Um estudo da Vigilância de Fatores de Risco e Proteção para Doenças Crônicas por Inquérito Telefônico (Vigitel 2019), do Ministério da Saúde, apontou que Salvador é uma das cinco cidades com menor índice de fumantes com idade a partir de 18 anos, com 5,4% da população. No Brasil, esse número é de 9,8%.
Para a Secretaria Municipal da Saúde (SMS), o baixo índice é resultado da existência do Programa de Controle do Tabagismo na cidade, aliada à legislação municipal. Uma delas é a 7.651/2009, que proíbe o uso de cigarro ou qualquer outro derivado do tabaco em ambiente coletivo total ou parcialmente fechado.
O tratamento através do programa é gratuito e desenvolvido em uma das 63 unidades básicas de saúde administradas pelo município. As atividades têm como foco a prevenção e o tratamento e, para quem quer deixar de fumar, o primeiro passo é se inscrever em uma das unidades, levando um documento de identificação oficial com foto e cartão do SUS.

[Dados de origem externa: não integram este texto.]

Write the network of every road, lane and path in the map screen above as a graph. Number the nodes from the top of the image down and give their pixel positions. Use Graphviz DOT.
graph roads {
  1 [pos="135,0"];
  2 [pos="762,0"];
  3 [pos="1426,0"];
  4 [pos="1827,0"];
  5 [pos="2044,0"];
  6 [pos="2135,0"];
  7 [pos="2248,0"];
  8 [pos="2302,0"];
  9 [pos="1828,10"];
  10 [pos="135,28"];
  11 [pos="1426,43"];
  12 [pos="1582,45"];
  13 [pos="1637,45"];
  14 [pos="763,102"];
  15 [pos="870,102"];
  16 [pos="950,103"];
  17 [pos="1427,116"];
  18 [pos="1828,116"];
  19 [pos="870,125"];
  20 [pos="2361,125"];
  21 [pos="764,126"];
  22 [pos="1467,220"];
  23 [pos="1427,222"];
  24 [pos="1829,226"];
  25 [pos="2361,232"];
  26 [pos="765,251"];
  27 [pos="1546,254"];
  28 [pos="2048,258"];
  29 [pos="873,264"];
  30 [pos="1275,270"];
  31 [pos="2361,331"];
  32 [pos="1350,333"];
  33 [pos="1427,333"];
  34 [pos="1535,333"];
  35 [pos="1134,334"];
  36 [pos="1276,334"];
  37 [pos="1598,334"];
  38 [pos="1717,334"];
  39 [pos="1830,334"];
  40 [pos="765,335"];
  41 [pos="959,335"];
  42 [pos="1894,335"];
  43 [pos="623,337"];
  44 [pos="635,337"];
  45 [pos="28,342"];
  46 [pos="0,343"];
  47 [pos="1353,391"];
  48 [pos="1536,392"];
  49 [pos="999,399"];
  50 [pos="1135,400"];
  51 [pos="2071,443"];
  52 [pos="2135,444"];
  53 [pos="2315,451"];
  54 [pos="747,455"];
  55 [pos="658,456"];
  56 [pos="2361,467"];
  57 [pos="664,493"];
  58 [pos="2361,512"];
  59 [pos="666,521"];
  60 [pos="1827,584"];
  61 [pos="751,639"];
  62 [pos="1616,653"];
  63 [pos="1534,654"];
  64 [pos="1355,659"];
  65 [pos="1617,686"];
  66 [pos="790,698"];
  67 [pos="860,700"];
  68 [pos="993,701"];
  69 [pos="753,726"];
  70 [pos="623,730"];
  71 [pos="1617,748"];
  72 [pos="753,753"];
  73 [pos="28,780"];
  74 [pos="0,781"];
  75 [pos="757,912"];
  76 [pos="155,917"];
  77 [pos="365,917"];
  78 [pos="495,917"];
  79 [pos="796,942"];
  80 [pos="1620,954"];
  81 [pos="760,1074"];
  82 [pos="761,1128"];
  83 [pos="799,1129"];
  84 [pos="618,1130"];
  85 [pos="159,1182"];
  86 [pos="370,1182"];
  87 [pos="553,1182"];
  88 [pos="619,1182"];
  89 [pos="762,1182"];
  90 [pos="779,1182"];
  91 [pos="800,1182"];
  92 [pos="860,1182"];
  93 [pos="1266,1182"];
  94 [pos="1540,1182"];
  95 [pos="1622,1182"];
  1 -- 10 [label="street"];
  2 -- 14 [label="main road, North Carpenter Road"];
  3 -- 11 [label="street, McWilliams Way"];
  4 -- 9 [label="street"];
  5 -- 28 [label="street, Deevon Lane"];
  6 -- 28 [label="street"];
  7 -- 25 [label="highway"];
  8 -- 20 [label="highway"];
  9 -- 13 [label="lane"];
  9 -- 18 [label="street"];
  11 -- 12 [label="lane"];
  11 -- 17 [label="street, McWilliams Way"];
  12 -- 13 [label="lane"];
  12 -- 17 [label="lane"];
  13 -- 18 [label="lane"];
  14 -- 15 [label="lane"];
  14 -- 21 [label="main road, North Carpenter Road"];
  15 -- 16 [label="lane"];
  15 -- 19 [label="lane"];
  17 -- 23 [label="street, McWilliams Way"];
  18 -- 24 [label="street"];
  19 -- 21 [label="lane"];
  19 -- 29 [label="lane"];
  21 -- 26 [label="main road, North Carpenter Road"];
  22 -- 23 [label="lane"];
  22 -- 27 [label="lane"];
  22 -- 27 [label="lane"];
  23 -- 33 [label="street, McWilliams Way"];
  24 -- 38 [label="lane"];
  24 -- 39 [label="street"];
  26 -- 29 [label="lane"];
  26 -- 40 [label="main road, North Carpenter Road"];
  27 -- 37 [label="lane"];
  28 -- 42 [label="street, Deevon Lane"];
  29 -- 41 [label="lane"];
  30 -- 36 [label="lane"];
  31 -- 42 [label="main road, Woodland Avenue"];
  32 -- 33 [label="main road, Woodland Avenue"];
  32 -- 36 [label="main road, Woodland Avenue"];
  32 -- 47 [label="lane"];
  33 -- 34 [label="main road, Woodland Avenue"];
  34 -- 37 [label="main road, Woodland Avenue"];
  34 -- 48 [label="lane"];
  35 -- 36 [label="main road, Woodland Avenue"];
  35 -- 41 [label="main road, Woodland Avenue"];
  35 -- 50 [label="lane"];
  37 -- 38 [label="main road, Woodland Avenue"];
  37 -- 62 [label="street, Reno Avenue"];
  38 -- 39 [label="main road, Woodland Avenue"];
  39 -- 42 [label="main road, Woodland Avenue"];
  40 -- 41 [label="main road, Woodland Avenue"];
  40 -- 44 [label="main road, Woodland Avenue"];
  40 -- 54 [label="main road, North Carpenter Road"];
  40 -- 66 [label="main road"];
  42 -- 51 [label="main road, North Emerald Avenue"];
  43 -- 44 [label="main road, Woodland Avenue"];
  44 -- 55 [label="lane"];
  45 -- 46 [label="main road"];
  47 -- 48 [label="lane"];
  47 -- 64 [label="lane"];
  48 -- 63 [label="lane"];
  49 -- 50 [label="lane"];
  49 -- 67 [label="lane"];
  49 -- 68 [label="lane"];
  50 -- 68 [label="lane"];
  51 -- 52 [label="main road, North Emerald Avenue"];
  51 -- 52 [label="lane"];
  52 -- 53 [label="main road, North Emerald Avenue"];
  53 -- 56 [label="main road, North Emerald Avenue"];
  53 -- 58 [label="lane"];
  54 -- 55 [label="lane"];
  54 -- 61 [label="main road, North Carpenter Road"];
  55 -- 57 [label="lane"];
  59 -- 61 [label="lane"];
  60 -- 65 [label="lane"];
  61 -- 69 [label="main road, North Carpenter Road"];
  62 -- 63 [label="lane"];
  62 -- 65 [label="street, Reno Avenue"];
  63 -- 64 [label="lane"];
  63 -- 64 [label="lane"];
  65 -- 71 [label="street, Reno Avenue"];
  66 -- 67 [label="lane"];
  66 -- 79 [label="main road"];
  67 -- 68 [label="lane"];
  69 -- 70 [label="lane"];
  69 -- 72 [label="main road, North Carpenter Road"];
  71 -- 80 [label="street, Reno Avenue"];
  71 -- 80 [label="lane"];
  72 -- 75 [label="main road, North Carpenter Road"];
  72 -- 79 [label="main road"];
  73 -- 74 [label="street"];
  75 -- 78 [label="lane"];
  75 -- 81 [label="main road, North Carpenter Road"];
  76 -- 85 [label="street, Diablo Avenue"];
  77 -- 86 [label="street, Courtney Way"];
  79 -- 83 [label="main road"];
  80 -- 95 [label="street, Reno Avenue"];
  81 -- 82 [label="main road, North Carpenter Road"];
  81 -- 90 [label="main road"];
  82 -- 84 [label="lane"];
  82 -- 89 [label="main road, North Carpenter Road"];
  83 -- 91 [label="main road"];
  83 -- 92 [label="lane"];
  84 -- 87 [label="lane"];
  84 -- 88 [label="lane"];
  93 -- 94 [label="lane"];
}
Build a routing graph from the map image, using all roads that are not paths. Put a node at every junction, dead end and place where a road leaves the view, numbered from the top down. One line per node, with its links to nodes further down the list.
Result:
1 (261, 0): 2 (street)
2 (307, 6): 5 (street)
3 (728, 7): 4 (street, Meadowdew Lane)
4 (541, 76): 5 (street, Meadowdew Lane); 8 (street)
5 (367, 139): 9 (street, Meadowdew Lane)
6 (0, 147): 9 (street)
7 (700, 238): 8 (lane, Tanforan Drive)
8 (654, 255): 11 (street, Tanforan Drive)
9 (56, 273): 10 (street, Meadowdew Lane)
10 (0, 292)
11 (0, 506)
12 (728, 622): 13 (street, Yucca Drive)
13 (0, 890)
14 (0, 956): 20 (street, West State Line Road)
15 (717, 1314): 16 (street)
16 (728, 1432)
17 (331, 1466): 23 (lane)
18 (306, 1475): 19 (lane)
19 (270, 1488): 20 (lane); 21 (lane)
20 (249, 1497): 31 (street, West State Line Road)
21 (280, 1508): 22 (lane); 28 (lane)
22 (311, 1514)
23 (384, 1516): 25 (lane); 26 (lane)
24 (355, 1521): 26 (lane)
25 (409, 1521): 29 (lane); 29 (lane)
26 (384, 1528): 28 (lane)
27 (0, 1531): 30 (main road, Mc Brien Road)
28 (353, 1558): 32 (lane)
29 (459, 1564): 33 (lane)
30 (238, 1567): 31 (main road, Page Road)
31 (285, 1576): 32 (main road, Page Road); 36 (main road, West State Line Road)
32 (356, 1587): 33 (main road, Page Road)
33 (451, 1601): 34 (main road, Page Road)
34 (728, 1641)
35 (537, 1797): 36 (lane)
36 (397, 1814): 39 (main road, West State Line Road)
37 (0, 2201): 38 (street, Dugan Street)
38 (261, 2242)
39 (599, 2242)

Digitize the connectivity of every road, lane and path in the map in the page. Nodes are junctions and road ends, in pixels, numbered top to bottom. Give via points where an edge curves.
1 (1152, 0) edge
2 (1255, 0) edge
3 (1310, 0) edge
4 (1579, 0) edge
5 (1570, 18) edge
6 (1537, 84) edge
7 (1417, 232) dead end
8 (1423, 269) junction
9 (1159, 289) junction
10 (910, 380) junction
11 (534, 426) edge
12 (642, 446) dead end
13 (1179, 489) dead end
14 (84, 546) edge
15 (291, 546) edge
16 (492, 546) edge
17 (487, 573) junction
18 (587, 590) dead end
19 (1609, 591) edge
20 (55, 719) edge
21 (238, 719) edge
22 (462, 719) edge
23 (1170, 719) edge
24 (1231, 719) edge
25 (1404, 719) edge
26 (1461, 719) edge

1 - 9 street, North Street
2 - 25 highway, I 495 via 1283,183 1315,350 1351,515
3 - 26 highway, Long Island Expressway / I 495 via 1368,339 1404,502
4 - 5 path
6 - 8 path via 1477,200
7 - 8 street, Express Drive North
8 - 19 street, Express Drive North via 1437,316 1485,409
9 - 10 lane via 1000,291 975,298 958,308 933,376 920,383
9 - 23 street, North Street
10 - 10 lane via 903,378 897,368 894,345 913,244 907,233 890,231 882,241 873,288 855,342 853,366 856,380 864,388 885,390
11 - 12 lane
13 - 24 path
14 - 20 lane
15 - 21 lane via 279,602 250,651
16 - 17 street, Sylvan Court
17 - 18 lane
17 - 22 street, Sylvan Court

Após a inscrição, o paciente passa por uma entrevista (anamnese) para avaliação do interesse em se tratar e, também, do nível de dependência da nicotina. Isso porque, em alguns casos, além das terapias em grupo, também é indicado o uso de medicamento.
Vencidas essas duas etapas, o paciente começa a fazer as terapias coletivas semanais. O apoio é dado por um grupo de profissionais gabaritados, entre eles médicos, psicólogos, dentistas, nutricionistas e enfermeiros.